[WORK REQUEST]
Give the data below again exactly, and drop each picture from it.

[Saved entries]
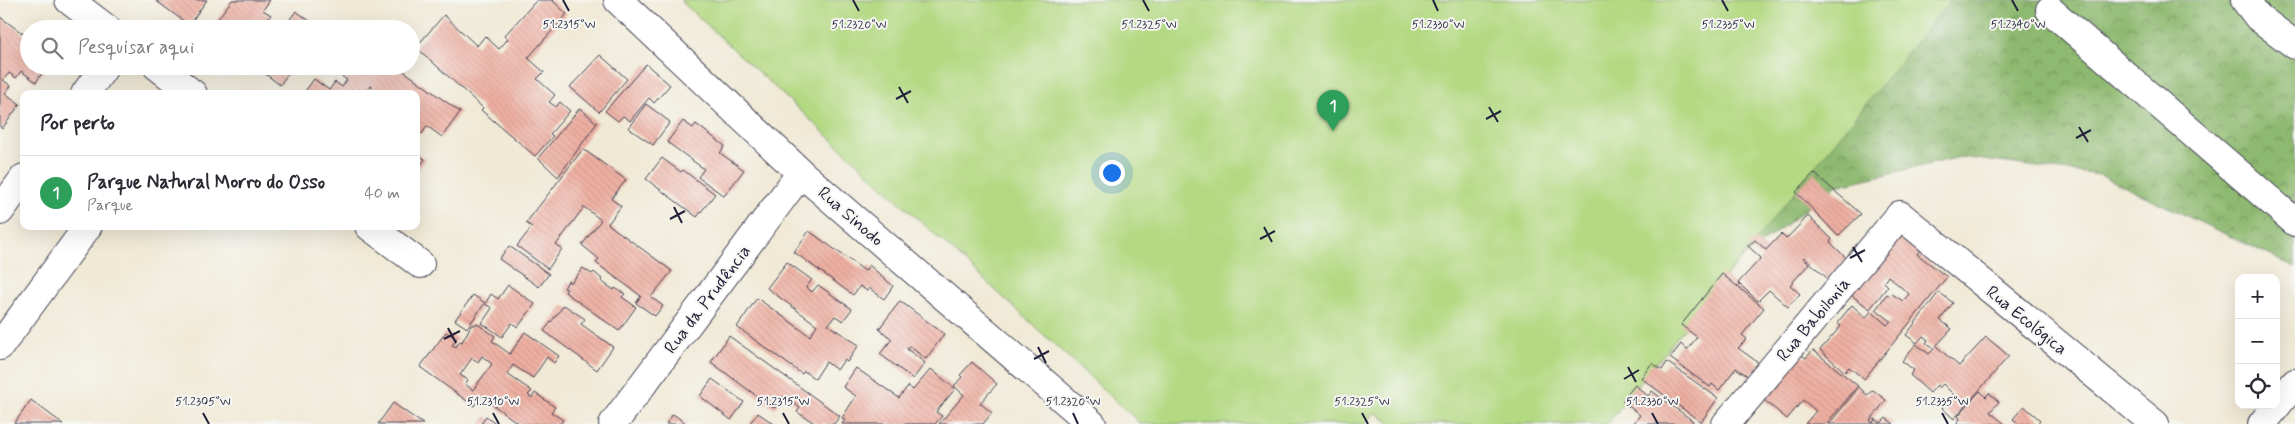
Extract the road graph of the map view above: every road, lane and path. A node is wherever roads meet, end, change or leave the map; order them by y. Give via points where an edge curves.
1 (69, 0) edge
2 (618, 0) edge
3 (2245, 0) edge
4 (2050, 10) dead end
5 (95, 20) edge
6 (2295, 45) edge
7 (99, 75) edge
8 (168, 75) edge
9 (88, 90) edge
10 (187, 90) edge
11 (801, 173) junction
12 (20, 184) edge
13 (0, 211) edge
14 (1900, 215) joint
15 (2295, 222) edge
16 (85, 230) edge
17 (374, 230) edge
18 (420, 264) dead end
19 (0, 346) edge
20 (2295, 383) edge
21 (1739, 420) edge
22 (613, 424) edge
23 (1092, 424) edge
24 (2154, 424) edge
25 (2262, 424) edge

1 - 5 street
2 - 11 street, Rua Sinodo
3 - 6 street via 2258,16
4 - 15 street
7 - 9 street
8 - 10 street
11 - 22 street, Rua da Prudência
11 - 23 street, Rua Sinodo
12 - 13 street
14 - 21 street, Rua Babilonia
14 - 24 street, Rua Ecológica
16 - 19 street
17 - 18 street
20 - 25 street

[REPLY]
Extract the road graph of the map view above: every road, lane and path. A node is wherever roads meet, end, change or leave the map; order them by y. Give via points where an edge curves.
1 (69, 0) edge
2 (618, 0) edge
3 (2245, 0) edge
4 (2050, 10) dead end
5 (95, 20) edge
6 (2295, 45) edge
7 (99, 75) edge
8 (168, 75) edge
9 (88, 90) edge
10 (187, 90) edge
11 (801, 173) junction
12 (20, 184) edge
13 (0, 211) edge
14 (1900, 215) joint
15 (2295, 222) edge
16 (85, 230) edge
17 (374, 230) edge
18 (420, 264) dead end
19 (0, 346) edge
20 (2295, 383) edge
21 (1739, 420) edge
22 (613, 424) edge
23 (1092, 424) edge
24 (2154, 424) edge
25 (2262, 424) edge

1 - 5 street
2 - 11 street, Rua Sinodo
3 - 6 street via 2258,16
4 - 15 street
7 - 9 street
8 - 10 street
11 - 22 street, Rua da Prudência
11 - 23 street, Rua Sinodo
12 - 13 street
14 - 21 street, Rua Babilonia
14 - 24 street, Rua Ecológica
16 - 19 street
17 - 18 street
20 - 25 street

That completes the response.